Time for a Bottom in Chinese Stocks?
Hint: Wait for the Bailout in...3...2...1...
A lot of smart people are trying to pick the bottom in Chinese stocks these days.
I get the sentiment.
Based on a naive sense of relative value, it makes a lot of sense.
If you are reading this, you probably know I'm already short the financials.
Meaning I’ve sold shares in the stocks of many of what I see as the most negatively exposed financial institutions to the popping of the Chinese property bubble.
Partially as a hedge to a broader portfolio, and partially as an ‘alpha view,’ aka something I expect to outperform the market.
Thus far it has.
What you may not know is that for a time I was also professionally “long China” as well.
Not just in the indirect, bank-shot way that anyone who was professionally long energy, agriculture or physical commodities from 2005-2020 was long China*. But in the actual sense that people paid me to manage their money, and with some of it , we went out and bought Chinese stocks.
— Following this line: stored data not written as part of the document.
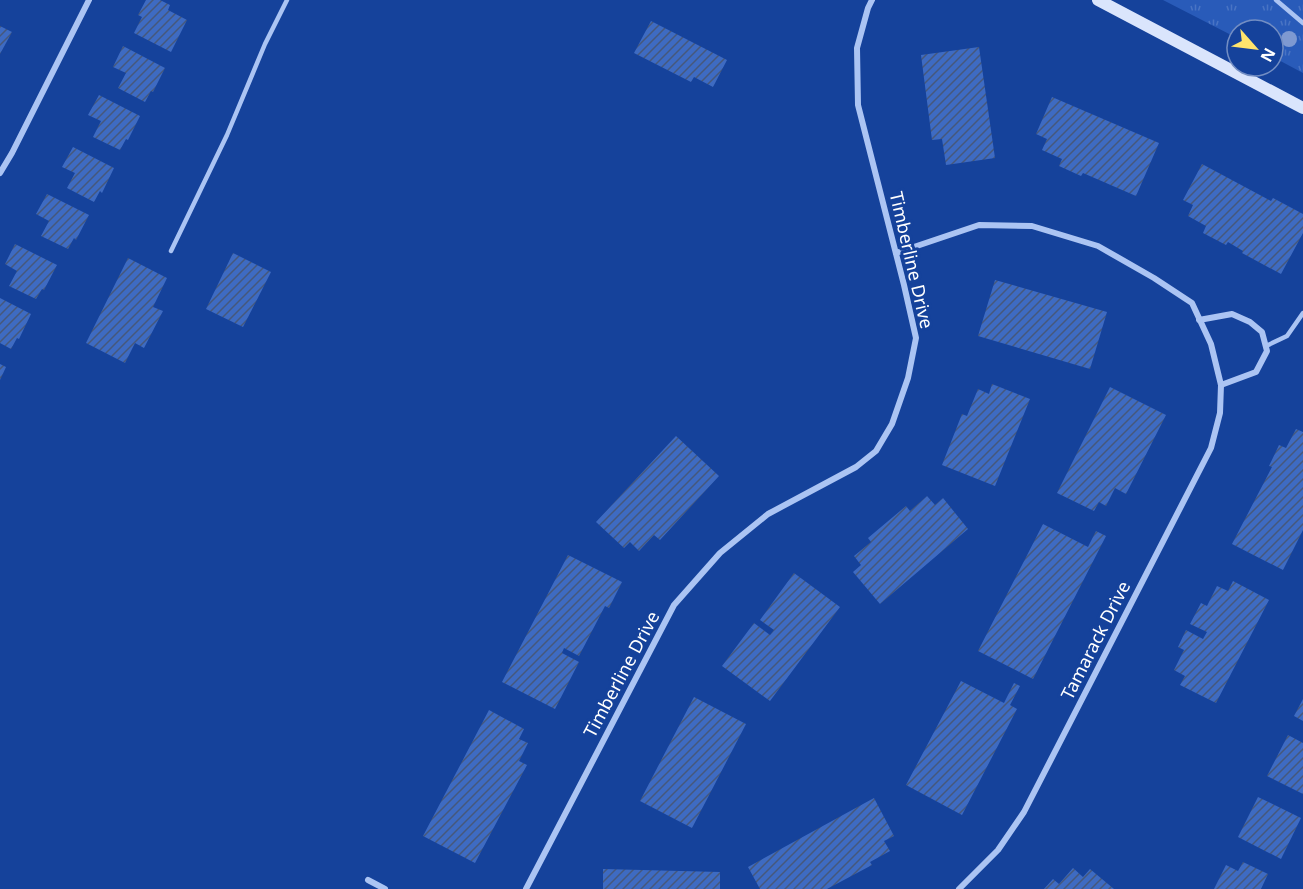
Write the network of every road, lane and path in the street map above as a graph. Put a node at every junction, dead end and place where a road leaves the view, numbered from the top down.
1 (89, 0) edge
2 (287, 0) edge
3 (872, 0) edge
4 (1098, 0) edge
5 (1276, 0) edge
6 (1303, 23) edge
7 (1303, 108) edge
8 (0, 173) edge
9 (171, 251) dead end
10 (896, 253) junction
11 (1303, 313) edge
12 (1199, 320) junction
13 (1266, 346) junction
14 (1221, 385) junction
15 (368, 880) dead end
16 (386, 889) edge
17 (526, 889) edge
18 (958, 889) edge

1 - 8 street
2 - 9 lane
3 - 10 street, Timberline Drive
4 - 7 street
5 - 6 lane
10 - 12 street, Tamarack Drive
10 - 17 street, Timberline Drive
11 - 13 lane
12 - 13 street
12 - 14 street, Tamarack Drive
13 - 14 street
14 - 18 street, Tamarack Drive
15 - 16 street

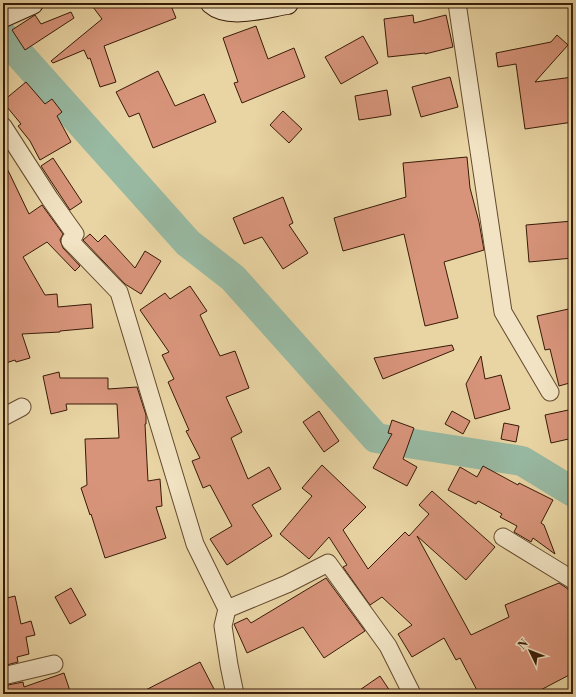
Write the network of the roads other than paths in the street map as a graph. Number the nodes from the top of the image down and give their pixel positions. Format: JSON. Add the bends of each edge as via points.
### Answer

*Which - as an aside - we can actually backtest. By looking at whether our indicators for economic growth in China do a good job trading the underlying commodity long/short. At least for copper, in spite of some serious drawdowns in the strategy return, the data bears this linkage out.
Coming out of Bridgewater Associates, my instinct was to make everything... complicated. We couldn't just short the banks and property companies, we needed to “hedge out the beta.” Which meant that against our short, we went out and bought some Chinese stocks. We wanted to make a bearish bet on the China’s past (it’s broken credit pipes), not it’s future (the stocks).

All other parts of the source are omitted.